復活したばかりの蔦子は行動済み扱いとなり、乃梨子ちゃんの番になる。
「『リリアンの陣』でHPを30減らして回避難易度を30上昇させる! そして、全体攻撃の『バイオレンスブリザード』&『マジックサークル』!! 『白薔薇ポイント』も5P使用します」
クリティカルだった。
「『並薔薇ポイント』を全部使用! 『守りの指輪』効果で『プロテクト』を全員に!」
真美の渾身の攻撃でダメージを48Pにまで抑え込む。
また、蔦子は戦闘不能になる。
桂の番になる。
「あのさ、『スティール』で、あの人形かタスキ奪うのにチャレンジするのと、『パンダの着ぐるみ』に何らかの効果を期待して使用するのとどっちが生き残る確率が高いと思う?」
桂は真美とちさとに相談する。
「そういえば、『パンダの着ぐるみ』って効果が変わったからとっておいたけど、『アイテム鑑定』やってなかったわね」
「じゃあ、鑑定してみましょうか」
《アイテム鑑定の結果》
パンダの着ぐるみ(売れば3200G)このアイテムを使用する時に指名したパーティーメンバーを戦闘不能にする。戦闘不能にしたパーティーメンバーの数だけ、敵を戦闘不能にする事が出来る。

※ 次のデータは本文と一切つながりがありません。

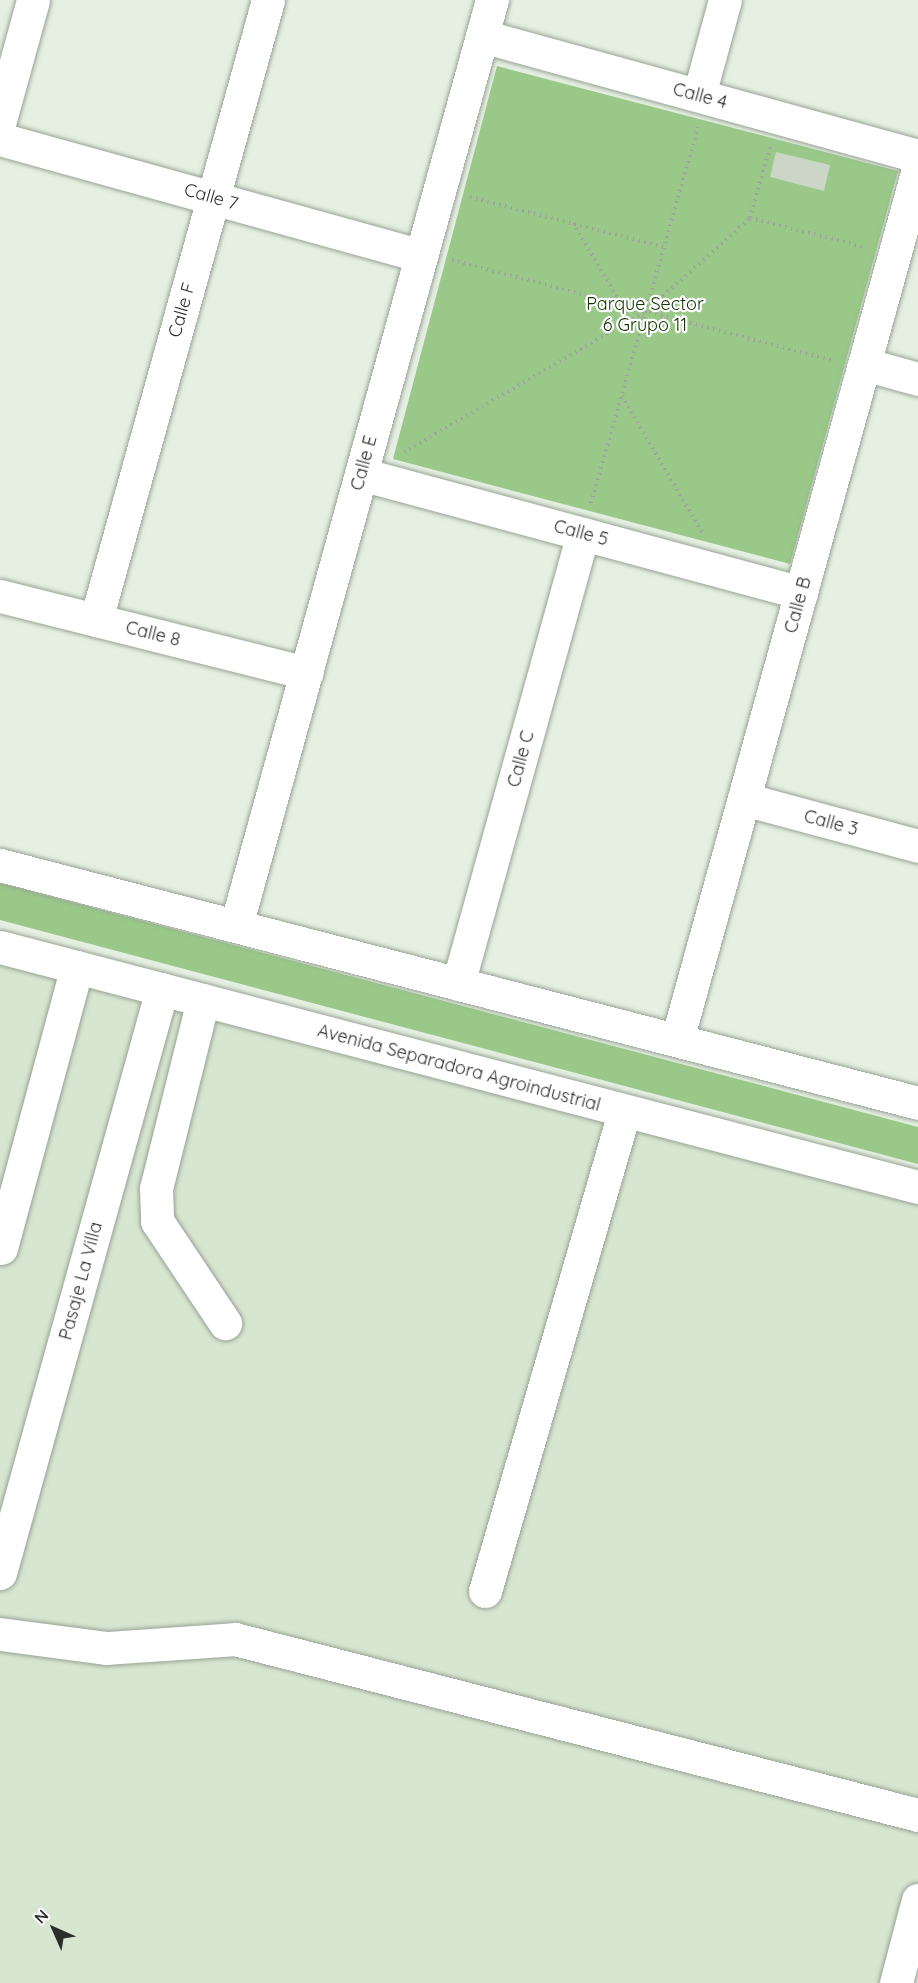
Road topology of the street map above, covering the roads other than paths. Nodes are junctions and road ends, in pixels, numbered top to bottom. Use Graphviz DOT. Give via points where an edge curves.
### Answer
graph roads {
  1 [pos="33,0"];
  2 [pos="268,0"];
  3 [pos="492,0"];
  4 [pos="725,0"];
  5 [pos="482,36"];
  6 [pos="695,113"];
  7 [pos="0,120"];
  8 [pos="0,139"];
  9 [pos="918,156"];
  10 [pos="918,169"];
  11 [pos="213,198"];
  12 [pos="439,258"];
  13 [pos="863,366"];
  14 [pos="918,379"];
  15 [pos="361,474"];
  16 [pos="588,513"];
  17 [pos="801,593"];
  18 [pos="0,596"];
  19 [pos="96,620"];
  20 [pos="306,673"];
  21 [pos="744,800"];
  22 [pos="918,846"];
  23 [pos="0,865"];
  24 [pos="236,926"];
  25 [pos="0,947"];
  26 [pos="77,967"];
  27 [pos="458,984"];
  28 [pos="162,989"];
  29 [pos="203,1000"];
  30 [pos="677,1040"];
  31 [pos="918,1103"];
  32 [pos="624,1113"];
  33 [pos="918,1187"];
  34 [pos="2,1248"];
  35 [pos="225,1323"];
  36 [pos="0,1573"];
  37 [pos="485,1591"];
  38 [pos="0,1634"];
  39 [pos="918,1815"];
  40 [pos="918,1900"];
  41 [pos="896,1983"];
  1 -- 7 [label="street"];
  2 -- 11 [label="street, Calle F"];
  3 -- 5 [label="street, Calle E"];
  4 -- 6 [label="street"];
  5 -- 6 [label="street, Calle 4"];
  5 -- 12 [label="street, Calle E"];
  6 -- 9 [label="street, Calle 4"];
  8 -- 11 [label="street, Calle 7"];
  10 -- 13 [label="street, Calle B"];
  11 -- 12 [label="street, Calle 7"];
  11 -- 19 [label="street, Calle F"];
  12 -- 15 [label="street, Calle E"];
  13 -- 14 [label="street"];
  13 -- 17 [label="street, Calle B"];
  15 -- 16 [label="street, Calle 5"];
  15 -- 20 [label="street, Calle E"];
  16 -- 17 [label="street, Calle 5"];
  16 -- 27 [label="street, Calle C"];
  17 -- 21 [label="street, Calle B"];
  18 -- 19 [label="street, Calle 8"];
  19 -- 20 [label="street, Calle 8"];
  20 -- 24 [label="street, Calle E"];
  21 -- 22 [label="street, Calle 3"];
  21 -- 30 [label="street, Calle B"];
  23 -- 24 [label="street"];
  24 -- 27 [label="street"];
  25 -- 26 [label="street, Avenida Separadora Agroindustrial"];
  26 -- 28 [label="street, Avenida Separadora Agroindustrial"];
  26 -- 34 [label="street"];
  27 -- 30 [label="street"];
  28 -- 29 [label="street, Avenida Separadora Agroindustrial"];
  28 -- 36 [label="street, Pasaje La Villa"];
  29 -- 32 [label="street, Avenida Separadora Agroindustrial"];
  29 -- 35 [label="street" via="156,1188 157,1221"];
  30 -- 31 [label="street"];
  32 -- 33 [label="street, Avenida Separadora Agroindustrial"];
  32 -- 37 [label="street"];
  38 -- 39 [label="street" via="107,1648 235,1639"];
  40 -- 41 [label="street"];
}
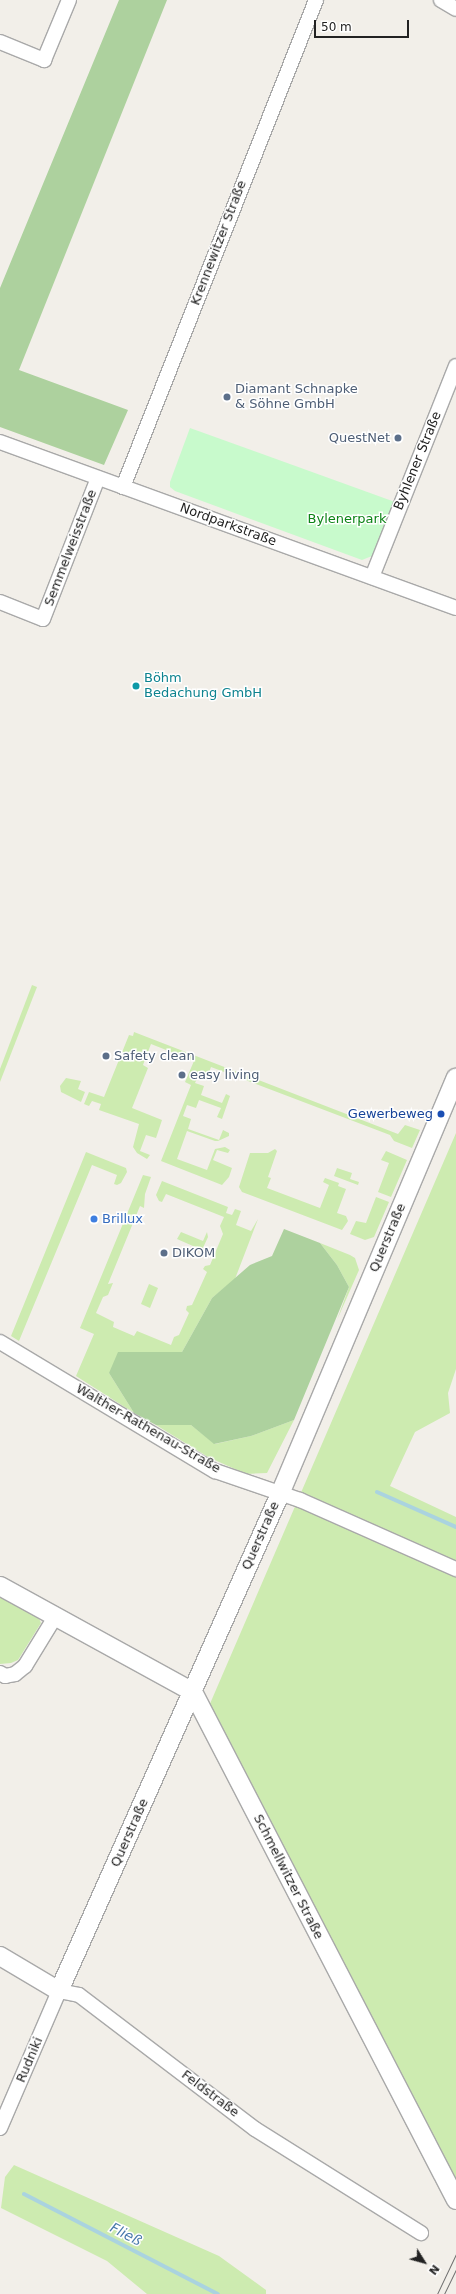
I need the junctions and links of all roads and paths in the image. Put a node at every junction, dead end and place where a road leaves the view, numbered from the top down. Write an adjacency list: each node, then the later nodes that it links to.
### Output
1 (69, 0): 5 (street)
2 (316, 0): 9 (street, Krennewitzer Straße)
3 (441, 0): 4 (street)
4 (456, 8)
5 (0, 42)
6 (456, 366): 10 (street, Byhlener Straße)
7 (0, 442): 8 (street, Nordparkstraße)
8 (98, 478): 9 (street, Nordparkstraße); 11 (street, Semmelweisstraße)
9 (123, 487): 10 (street, Nordparkstraße)
10 (372, 577): 12 (street, Nordparkstraße)
11 (0, 602)
12 (456, 608)
13 (456, 1078): 15 (street, Querstraße)
14 (0, 1342): 15 (street, Walther-Rathenau-Straße)
15 (280, 1494): 16 (street, Walther-Rathenau-Straße); 20 (street, Querstraße)
16 (456, 1569)
17 (0, 1586): 18 (street)
18 (55, 1617): 19 (street); 20 (street)
19 (0, 1673)
20 (193, 1692): 22 (street, Querstraße); 24 (street, Schmellwitzer Straße)
21 (0, 1956): 22 (street, Feldstraße)
22 (59, 1991): 23 (street, Rudniki); 25 (street, Feldstraße)
23 (0, 2128)
24 (456, 2200)
25 (421, 2234)

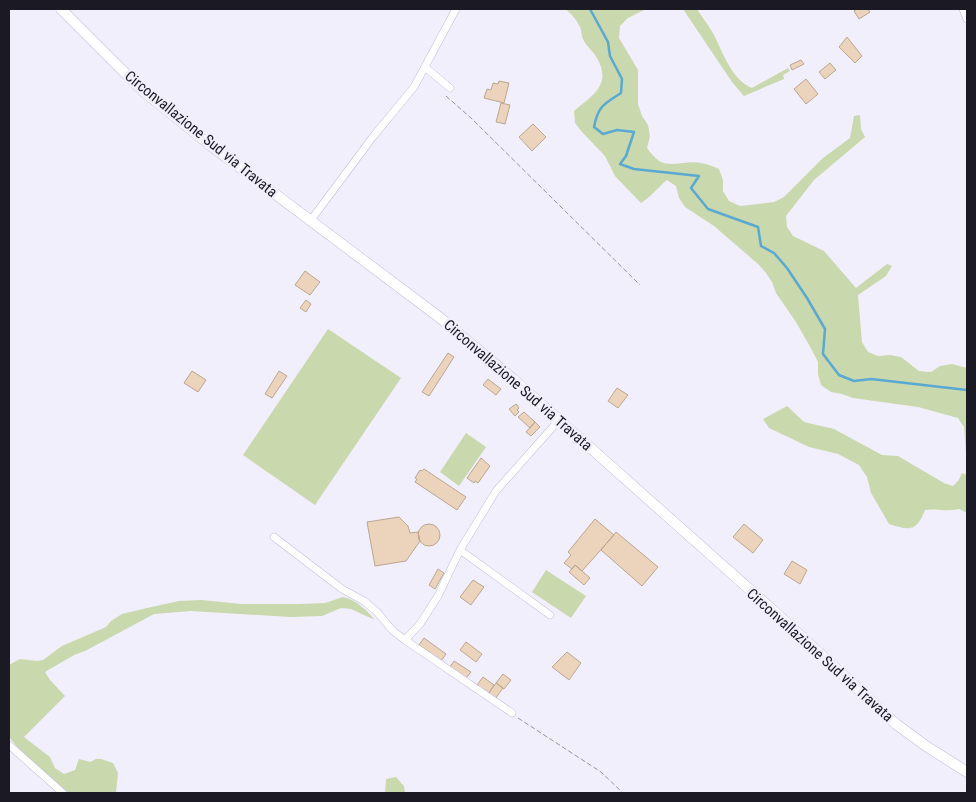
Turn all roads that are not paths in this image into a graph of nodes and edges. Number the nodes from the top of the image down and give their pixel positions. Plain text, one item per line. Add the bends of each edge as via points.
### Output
1 (61, 9) edge
2 (456, 9) edge
3 (963, 9) edge
4 (967, 19) edge
5 (425, 67) junction
6 (450, 88) dead end
7 (311, 220) junction
8 (559, 420) junction
9 (274, 537) dead end
10 (460, 550) junction
11 (550, 615) dead end
12 (405, 640) junction
13 (512, 713) road end
14 (9, 745) edge
15 (967, 772) edge
16 (63, 793) edge

1 - 7 street, Circonvallazione Sud via Travata via 142,90
2 - 5 street
3 - 4 street
5 - 6 street
5 - 7 street via 414,87
7 - 8 street, Circonvallazione Sud via Travata via 439,317
8 - 10 street via 496,491
8 - 15 street, Circonvallazione Sud via Travata via 896,724
9 - 12 street via 342,589 364,601
10 - 11 street
10 - 12 street via 438,596
12 - 13 street
14 - 16 street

このアイテムは使い捨てである。
補足:ここまでやらせなきゃいけないなんて、という局面で使われる。
「『パンダの着ぐるみ』使用!」
迷わず桂は宣言した。
「うわーっ! なんて勇者なのっ! 信じてついていくパーティーメンバーを切り捨てるだなんてっ!」
「桂さんも人を踏み台にしていくのねっ!」
真美とちさとは抗議する。
「何言ってるのよっ! いっつもみんな『桂さん、「チョコレートコート」で攻撃あてたいから攻撃食らって』とか『桂さん、ここでダメージ受けないと大変なことになるからダメージ受けといて』とか言ってガンガン攻撃したり、盾にしたりしてるじゃないのっ!! それに、あなた達、漫画版だのアニメ版だのじゃ人の出番取って出演してるじゃないっ!! どっちが踏み台にされてるっていうのよっ!!」
どさくさにまぎれて怒りを爆発させる桂だった。
「後半とか意味がわかりません」
「とぼけないでよっ! 2期目の最終回で真美さんが私の台詞取った時、全国の桂ファンは涙にくれたのよ!」
アニメの話らしい。
「桂さま、お怒りの所申し訳ありませんが、『パンダの着ぐるみ』を使う際の生贄を指名してください」
あくまで冷静に乃梨子ちゃんが言う。
「決まってるわよ! 真美さんとちさとさんを戦闘不能にする! そして、現在の敵パーティーは二人だから、これで私たちの勝利よ!」
真美とちさとは戦闘不能になった。
志摩子さんと乃梨子ちゃんも戦闘不能になった。
が。
「戦闘不能になりましたので、プリーストのスキル『ブレス』で復活!」
乃梨子ちゃんは復活した。
「は?」
「私も『ブレス』使用。桂さん。プリーストのスキル『ブレス』は1日1回だけ、戦闘不能になった直後に使用するとSL×10の体力で復活するの。スキルや『白薔薇応援タスキ』の効果はなくなってしまったけれど、『ブレス』は復活後行動済み扱いにならないという利点もあるの」
復活した志摩子さんは静かにそう教えてくれた。
「な、なんですってーっ!!」
「そりゃあそうでしょう。私たちはHPを減らすスキルばかりですから、こういう保険の一つや二つ持ってますよ」
次は志摩子さんの番だが、待機を宣言して乃梨子ちゃんを先に行動させる。
「『フライト』。お姉さま、もう少しです」
「ありがとう乃梨子。『ソードダンス』を桂さんに。命中判定には『白薔薇ポイント』を10P使用」
その攻撃はクリティカルし、そして、桂は避ける事が出来なかった。
「桂さん、最後だから言っておくわ」
「な、何を!?」
「イッペン、死ンデミル?」
「!!」
桂は戦闘不能となった。
戦闘は白薔薇姉妹の勝利となった。
「こ、こういう時こそ『降誕祭の──』」
「強制セーブ!」
志摩子さんが強制セーブしたおかげで、桂たちはやり直す事が出来なくなった。
向こうからやってくる人が見えた。
「……祐巳さん」
祐巳さんと瞳子ちゃんの紅薔薇姉妹だった。
「志摩子さん。ご苦労さま。あとは私が」
「そう。じゃあ、あとはお願いするわね」
志摩子さんと乃梨子ちゃんは立ち去る。
「さて、桂さんたちは山百合会の幹部に負けたので『ペナルティ』だね。まあ、『前』の『忘れる』っていう『ペナルティ』でどうして私たちに勝てなかったのかまで忘れちゃったみたいだけど──」
前?
忘れる?
一体何を言っているんだ、祐巳さんは。
「今回は、う〜ん。そうだ。二度と逆らえないくらいの『ペナルティ』にしようか」
何かとてもヤバそうなことを言っている。
なんとかしないとマズイことになる。
わかってはいるが、桂たちはもう何も出来ないのだ。
祐巳さんがスキルか何かを使っている気配がする。
その時だった。
「アイテム『紅いカード』発動!!」
瞳子ちゃんだった。
目の前が真っ赤になって。
そして、何もかもわからなくなった。